─── Exercise data ───
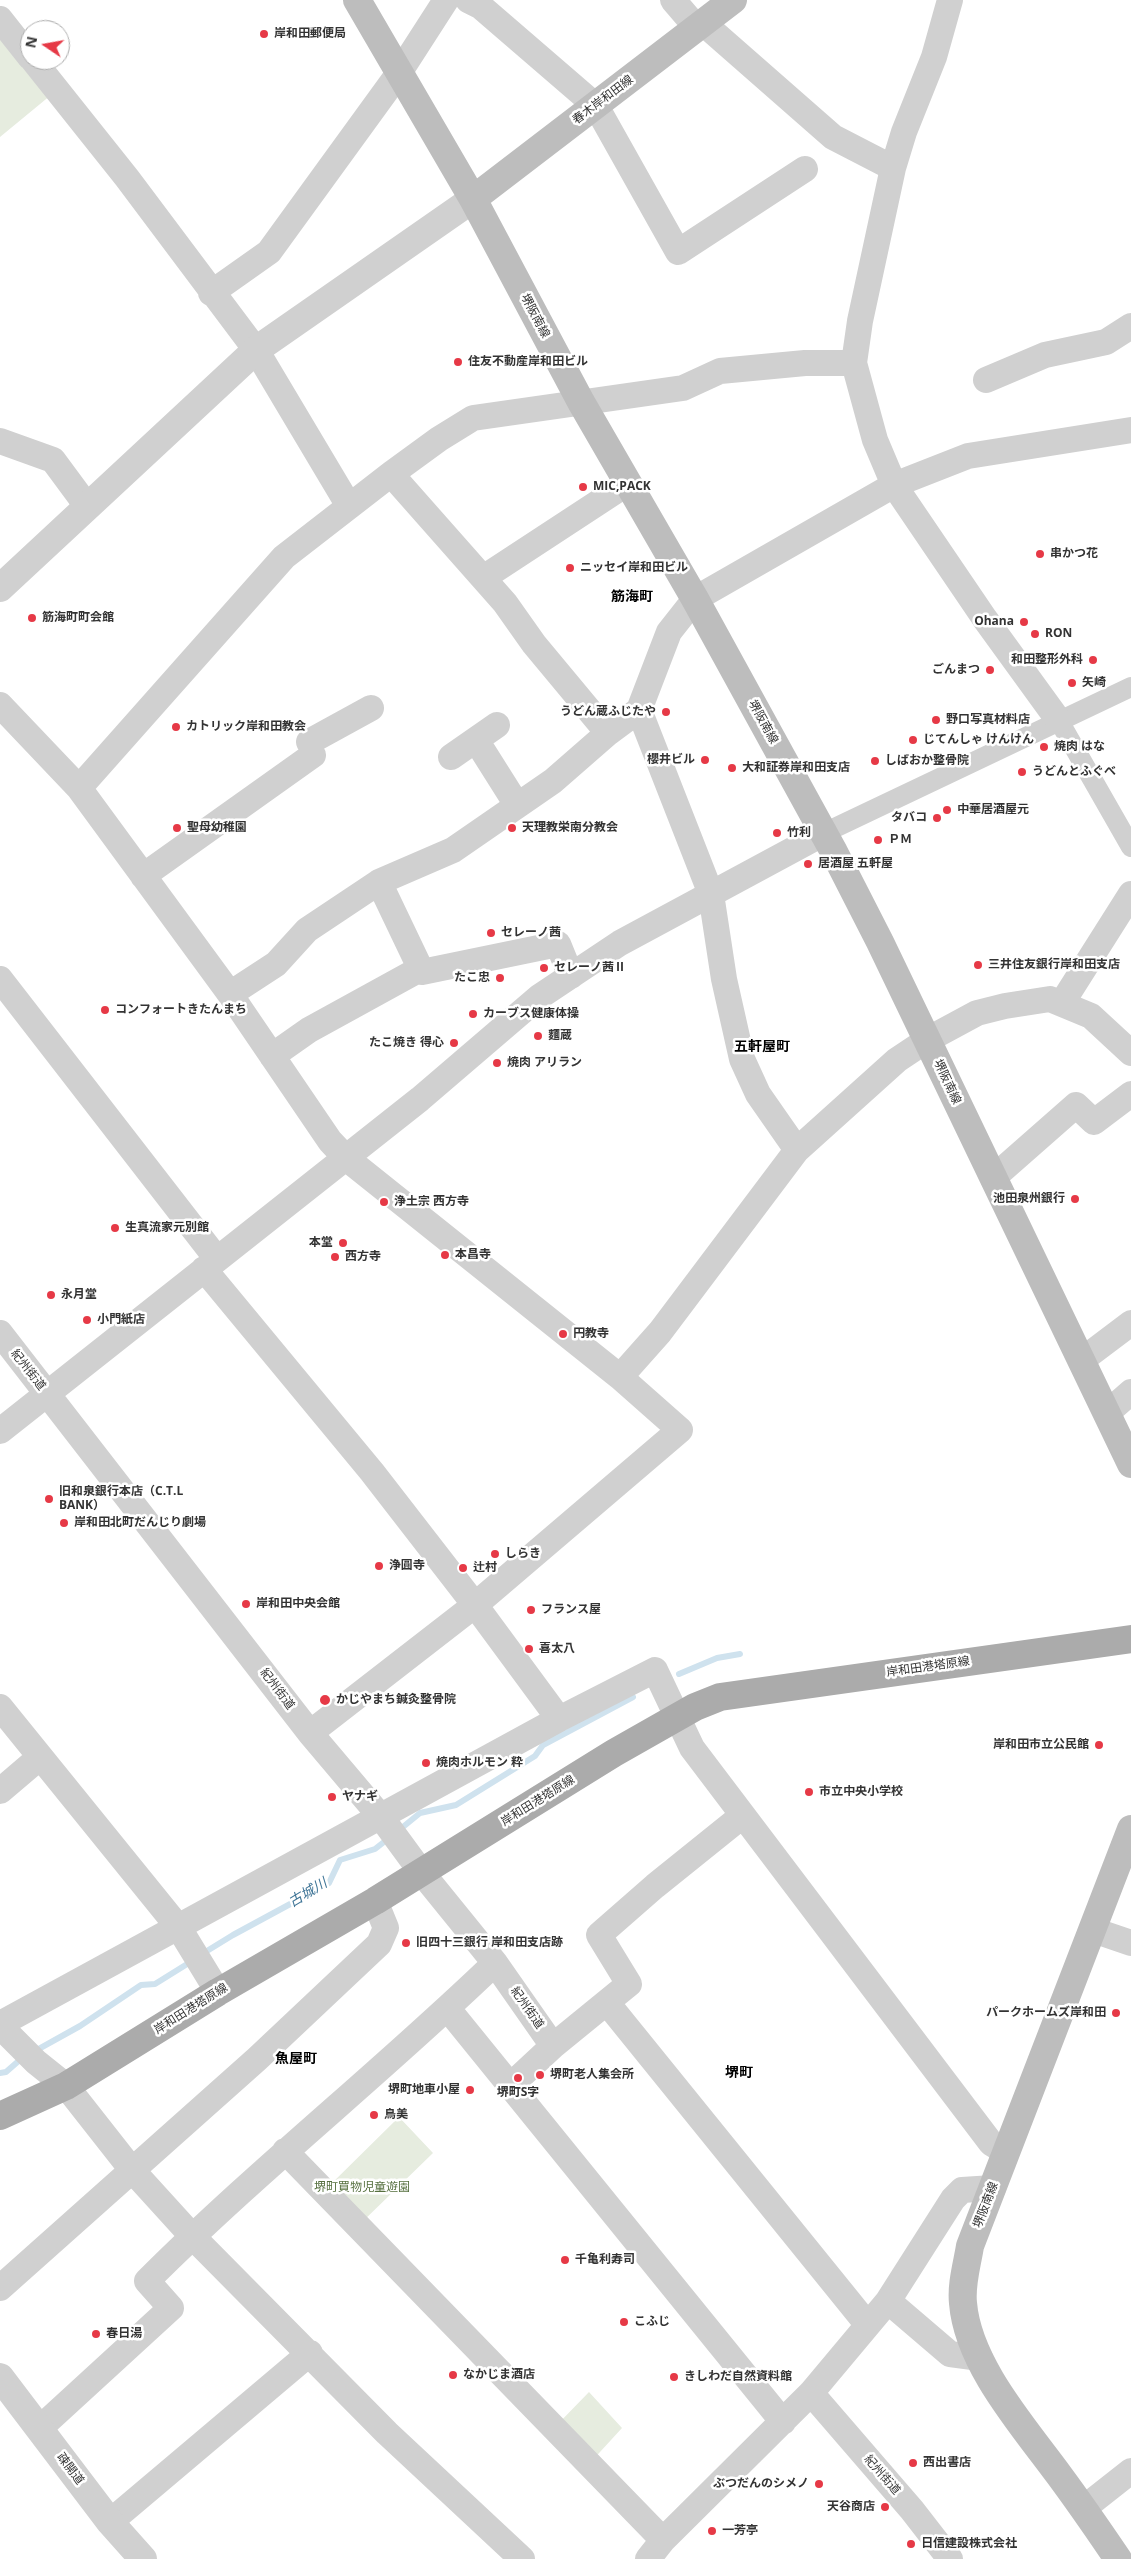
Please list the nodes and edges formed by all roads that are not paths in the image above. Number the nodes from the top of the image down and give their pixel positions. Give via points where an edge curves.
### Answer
1 (357, 0) edge
2 (446, 0) edge
3 (468, 0) edge
4 (673, 0) edge
5 (734, 0) edge
6 (950, 0) edge
7 (0, 19) edge
8 (700, 26) junction
9 (20, 44) edge
10 (41, 70) edge
11 (399, 73) junction
12 (596, 106) junction
13 (894, 168) junction
14 (805, 169) dead end
15 (473, 199) junction
16 (211, 293) junction
17 (1131, 326) edge
18 (256, 350) junction
19 (854, 363) junction
20 (986, 380) dead end
21 (581, 402) junction
22 (1131, 430) edge
23 (0, 441) edge
24 (390, 474) junction
25 (628, 483) junction
26 (894, 485) junction
27 (87, 506) junction
28 (349, 506) junction
29 (483, 578) junction
30 (0, 588) edge
31 (695, 600) junction
32 (1131, 687) edge
33 (0, 705) edge
34 (371, 708) dead end
35 (639, 710) junction
36 (1059, 721) junction
37 (497, 724) dead end
38 (608, 733) junction
39 (476, 740) junction
40 (451, 758) dead end
41 (79, 788) junction
42 (517, 806) junction
43 (824, 833) junction
44 (1131, 848) edge
45 (143, 876) junction
46 (379, 882) junction
47 (711, 894) junction
48 (1131, 894) edge
49 (420, 969) junction
50 (571, 976) junction
51 (0, 979) edge
52 (230, 994) junction
53 (1062, 1003) junction
54 (927, 1040) junction
55 (1131, 1053) edge
56 (272, 1056) junction
57 (1127, 1105) edge
58 (797, 1150) junction
59 (346, 1158) junction
60 (993, 1178) junction
61 (210, 1264) junction
62 (1131, 1324) edge
63 (0, 1333) edge
64 (1082, 1360) junction
65 (620, 1377) junction
66 (1131, 1392) edge
67 (47, 1393) junction
68 (1107, 1413) junction
69 (0, 1431) edge
70 (1131, 1464) edge
71 (475, 1605) junction
72 (1131, 1639) edge
73 (0, 1707) edge
74 (676, 1718) junction
75 (559, 1719) junction
76 (310, 1733) junction
77 (40, 1757) junction
78 (0, 1791) edge
79 (742, 1816) junction
80 (390, 1829) junction
81 (1131, 1830) edge
82 (422, 1873) junction
83 (376, 1901) junction
84 (1094, 1930) junction
85 (1131, 1943) edge
86 (190, 1946) junction
87 (496, 1963) junction
88 (218, 1992) junction
89 (608, 2004) junction
90 (448, 2008) junction
91 (0, 2025) edge
92 (553, 2046) junction
93 (66, 2086) junction
94 (510, 2086) junction
95 (0, 2116) edge
96 (286, 2151) junction
97 (1006, 2152) junction
98 (132, 2170) junction
99 (993, 2188) junction
100 (192, 2236) junction
101 (0, 2288) edge
102 (888, 2301) junction
103 (867, 2324) junction
104 (310, 2353) junction
105 (980, 2358) junction
106 (0, 2377) edge
107 (811, 2393) junction
108 (783, 2422) junction
109 (39, 2429) junction
110 (1131, 2471) edge
111 (1084, 2508) junction
112 (110, 2522) junction
113 (656, 2550) edge
114 (1115, 2558) edge
115 (143, 2559) edge
116 (522, 2559) edge
117 (950, 2559) edge

1 - 11 main road, 堺阪南線
2 - 11 street
3 - 12 street via 480,6
4 - 8 street
5 - 8 main road, 春木岸和田線
6 - 13 street via 934,57 904,132
7 - 9 street
8 - 12 main road, 春木岸和田線
8 - 13 street via 833,137
10 - 16 street via 127,178
11 - 15 main road, 堺阪南線
11 - 16 street via 269,252
12 - 14 street via 678,252
12 - 15 main road, 春木岸和田線
13 - 19 street via 860,321
15 - 18 street
15 - 21 main road, 堺阪南線
16 - 18 street
17 - 20 street via 1106,342 1045,355
18 - 27 street
18 - 28 street
19 - 21 street via 805,363 720,371 683,388
19 - 26 street via 875,440
21 - 24 street via 473,418
21 - 25 main road, 堺阪南線
22 - 26 street via 968,456
23 - 27 street via 53,460
24 - 28 street
24 - 29 street
25 - 29 street
25 - 31 main road, 堺阪南線
26 - 31 street
26 - 36 street
27 - 30 street
28 - 41 street via 284,557
29 - 38 street
31 - 35 street via 669,632
31 - 43 main road, 堺阪南線
32 - 36 street
33 - 41 street
34 - 45 street via 311,749
35 - 38 street
35 - 47 street
36 - 43 street
36 - 44 street
37 - 39 street
38 - 42 street
39 - 40 street
39 - 42 street
41 - 45 street
42 - 46 street via 453,850
43 - 47 street
43 - 54 main road, 堺阪南線
45 - 52 street
46 - 49 street
46 - 52 street via 307,930 276,964
47 - 50 street via 620,943
47 - 58 street via 724,979 742,1059 758,1094
48 - 53 street
49 - 50 street via 422,972 558,944
49 - 56 street via 309,1030
50 - 59 street via 539,997
51 - 61 street
52 - 56 street
53 - 54 street via 1050,999 978,1013
53 - 55 street via 1091,1016
54 - 58 street via 897,1060
54 - 60 main road, 堺阪南線
56 - 59 street via 330,1141
57 - 60 street via 1094,1122 1076,1105
58 - 65 street via 660,1332
59 - 61 street
59 - 65 street
60 - 64 main road, 堺阪南線
61 - 67 street
61 - 71 street
62 - 64 street
63 - 67 street, 紀州街道
64 - 68 main road, 堺阪南線
65 - 71 street via 680,1430
66 - 68 street
67 - 69 street
67 - 76 street, 紀州街道
68 - 70 main road, 堺阪南線
71 - 75 street
71 - 76 street
72 - 74 main road, 岸和田港塔原線 via 720,1697
73 - 77 street
74 - 75 street via 655,1670
74 - 79 street via 692,1748
74 - 82 main road, 岸和田港塔原線
75 - 80 street
76 - 80 street, 紀州街道
77 - 78 street
77 - 86 street
79 - 89 street via 599,1935 629,1984
79 - 97 street via 991,2143
80 - 82 street, 紀州街道
80 - 86 street
81 - 84 main road, 堺阪南線
82 - 83 main road, 岸和田港塔原線
82 - 87 street, 紀州街道
83 - 88 main road, 岸和田港塔原線
83 - 98 street via 386,1928 379,1944
84 - 85 street
84 - 97 main road, 堺阪南線
86 - 88 street
86 - 91 street
87 - 90 street
87 - 92 street, 紀州街道
88 - 93 main road, 岸和田港塔原線
89 - 92 street
89 - 103 street
90 - 94 street
90 - 96 street
91 - 93 street
92 - 94 street
93 - 95 main road, 岸和田港塔原線
93 - 98 street
94 - 108 street
96 - 100 street
96 - 113 street
97 - 99 main road, 堺阪南線
98 - 100 street
98 - 101 street
99 - 102 street via 962,2190 953,2199
99 - 105 main road, 堺阪南線 via 970,2246 965,2274 963,2303
100 - 104 street
100 - 109 street via 147,2281 171,2308
102 - 103 street
102 - 105 street via 950,2354
103 - 107 street
104 - 112 street
104 - 116 street via 387,2433
105 - 111 main road, 堺阪南線 via 1006,2402
106 - 109 street, 疎開道
107 - 108 street
107 - 117 street, 紀州街道
108 - 113 street
109 - 112 street, 疎開道
110 - 111 street
111 - 114 main road, 堺阪南線
112 - 115 street, 疎開道

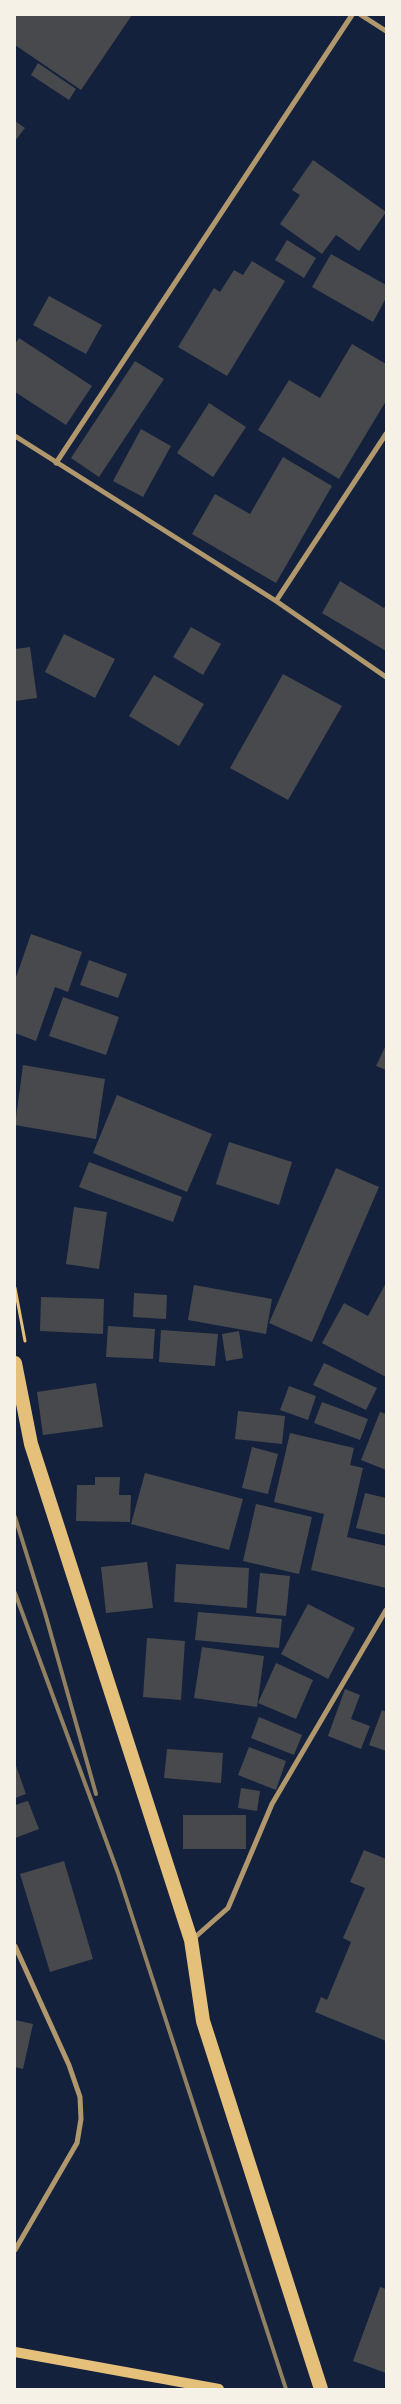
───
Exercise instructions: Copy out each line from the preceding entries that mentions the word "春木岸和田線".

Response to the task:
5 - 8 main road, 春木岸和田線
8 - 12 main road, 春木岸和田線
12 - 15 main road, 春木岸和田線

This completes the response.